Faster, higher, stronger

Left to right: Tak Kikuchi, David Kikuchi, Mary Kikuchi, Crystal Kikuchi. Photo: Tammy Fancy

When Ellie Black and Hugh Smith returned from the Canadian gymnastics championships in 2013 with gold medals and Alta won club of the year, it seemed like the Halifax club was at its peak.

“We should have just quit then,” says Mary Kikuchi as she sits at the kitchen table of her son’s home. David Kikuchi, the two-time Olympian, is busy spotting two-year-old Tyler while he does his toddler routine in their Fall River home.

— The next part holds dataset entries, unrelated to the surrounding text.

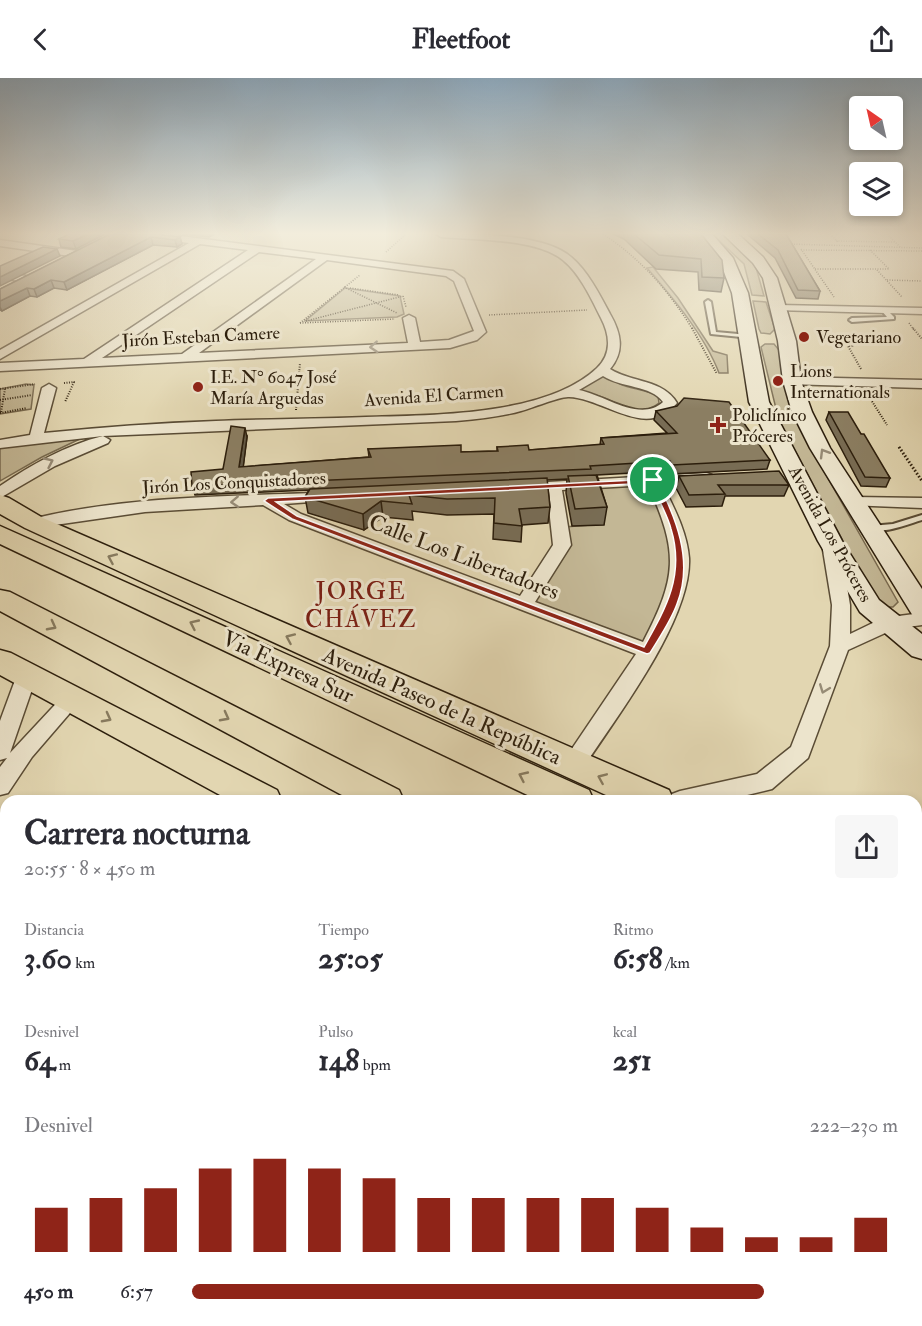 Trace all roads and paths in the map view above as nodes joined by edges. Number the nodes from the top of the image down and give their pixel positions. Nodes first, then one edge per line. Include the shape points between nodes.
1 (110, 292) edge
2 (192, 292) edge
3 (276, 292) edge
4 (338, 292) edge
5 (355, 292) edge
6 (378, 292) edge
7 (463, 292) edge
8 (592, 292) edge
9 (666, 292) edge
10 (756, 292) edge
11 (765, 292) edge
12 (830, 292) edge
13 (899, 292) edge
14 (763, 300) junction
15 (375, 302) junction
16 (708, 302) dead end
17 (603, 309) junction
18 (840, 309) junction
19 (884, 310) junction
20 (918, 311) edge
21 (473, 316) junction
22 (408, 318) junction
23 (852, 320) dead end
24 (300, 323) junction
25 (749, 338) junction
26 (849, 339) dead end
27 (787, 341) junction
28 (415, 345) junction
29 (301, 351) junction
30 (0, 355) edge
31 (187, 356) junction
32 (89, 361) junction
33 (4, 368) edge
34 (603, 370) junction
35 (717, 374) dead end
36 (792, 381) junction
37 (922, 384) edge
38 (867, 387) junction
39 (0, 389) edge
40 (5, 389) junction
41 (42, 389) junction
42 (566, 392) junction
43 (1, 400) edge
44 (37, 406) dead end
45 (1, 412) edge
46 (294, 423) junction
47 (887, 425) dead end
48 (143, 429) junction
49 (36, 438) junction
50 (0, 444) edge
51 (899, 447) dead end
52 (719, 478) edge
53 (653, 480) junction
54 (922, 481) edge
55 (554, 486) junction
56 (506, 488) edge
57 (0, 493) edge
58 (351, 496) edge
59 (268, 501) junction
60 (854, 502) junction
61 (0, 503) edge
62 (922, 503) edge
63 (922, 517) edge
64 (34, 523) junction
65 (871, 528) junction
66 (0, 534) edge
67 (830, 541) junction
68 (0, 599) edge
69 (524, 604) junction
70 (922, 610) edge
71 (922, 619) edge
72 (890, 623) junction
73 (840, 646) junction
74 (922, 649) edge
75 (647, 651) junction
76 (13, 668) edge
77 (72, 699) junction
78 (0, 751) edge
79 (573, 765) junction
80 (0, 786) edge
81 (253, 795) edge
82 (375, 795) edge
83 (563, 795) edge
84 (642, 795) edge
85 (707, 795) edge

1 - 30 street
2 - 32 street
3 - 31 street
4 - 24 path
5 - 15 path
6 - 15 path via 403,296
7 - 21 street
8 - 17 street
9 - 35 path
10 - 14 main road, Avenida Los Próceres
11 - 14 main road, Avenida Los Próceres
12 - 18 path
13 - 20 path
14 - 18 street
14 - 25 main road, Avenida Los Próceres
14 - 27 main road, Avenida Los Próceres
15 - 22 path
15 - 24 path
16 - 25 lane via 713,333
17 - 21 path
17 - 34 street via 615,332 616,344
18 - 19 street
19 - 20 street
19 - 23 lane via 892,318
21 - 28 street, Jirón Esteban Camere via 480,332 473,338 450,344
22 - 24 path
22 - 28 street
25 - 27 main road
25 - 67 main road, Avenida Los Próceres via 759,402 786,476
26 - 38 path via 854,346 848,346
27 - 36 main road, Avenida Los Próceres
28 -> 29 street, Jirón Esteban Camere
29 - 31 street, Jirón Esteban Camere
29 - 46 path
31 - 32 street, Jirón Esteban Camere
32 - 33 street, Jirón Esteban Camere
34 - 42 street, Avenida El Carmen
34 - 42 street via 619,380 655,389 670,403 653,413 635,414 589,396
36 - 38 street
60 -> 36 main road, Avenida Los Próceres via 802,412
37 - 38 street
38 - 47 path
39 - 40 path
40 - 41 path via 40,383
40 - 43 path
41 - 43 path
41 - 49 street
42 - 46 street, Avenida El Carmen via 517,408 465,415
43 - 45 path
44 - 45 path
46 - 48 street, Avenida El Carmen
48 - 49 street, Avenida El Carmen
57 -> 48 street via 36,467 76,449
49 - 50 street, Avenida El Carmen
51 - 54 path
52 - 53 street
53 - 55 street
53 - 75 street via 676,530 680,567 673,603
55 - 56 street
55 - 69 street via 562,545
58 - 59 street, Jirón Los Conquistadores
59 -> 64 street, Jirón Los Conquistadores via 153,506
59 - 69 street, Calle Los Libertadores via 295,517
60 - 62 street
60 - 65 main road, Avenida Los Próceres
61 - 64 main road, Avenida Paseo de la República
63 - 65 lane
79 -> 64 main road, Avenida Paseo de la República
65 - 70 main road, Avenida Los Próceres
83 -> 66 main road, Via Expresa Sur
67 - 72 main road, Avenida Los Próceres via 869,606
67 - 73 street via 841,604
68 -> 82 main road
69 - 75 street, Calle Los Libertadores
71 - 72 street
72 - 73 street
72 - 74 main road, Avenida Los Próceres
73 -> 85 street via 800,752 764,782
75 - 79 street
76 - 77 main road
76 - 78 street
77 - 80 street via 39,732
77 -> 81 main road
84 -> 79 main road, Avenida Paseo de la República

Mary was joking, of course, because she and her husband Tak Kikuchi have been doing this for years and can’t imagine doing anything else.

Ellie Black

Ellie Black. Photo: Tammy Fancy

A couple weeks after Smith’s and Black’s double-win, Tak Kikuchi was inducted into the Nova Scotia Sport Hall of Fame as a builder. It was another proud day for the club, but like the hundreds of energetic kids that file through their gym every day, the people who run Alta just can’t sit still.

The club’s name is taken from the Olympic motto “citius, altius, fortius,” which means faster, higher, stronger.” So, higher they went.
For several years, the wait lists overflowed with people trying to sign their kids up for the recreational programs at the club’s gym on Bayers Road next to the St. Andrew’s Community Centre.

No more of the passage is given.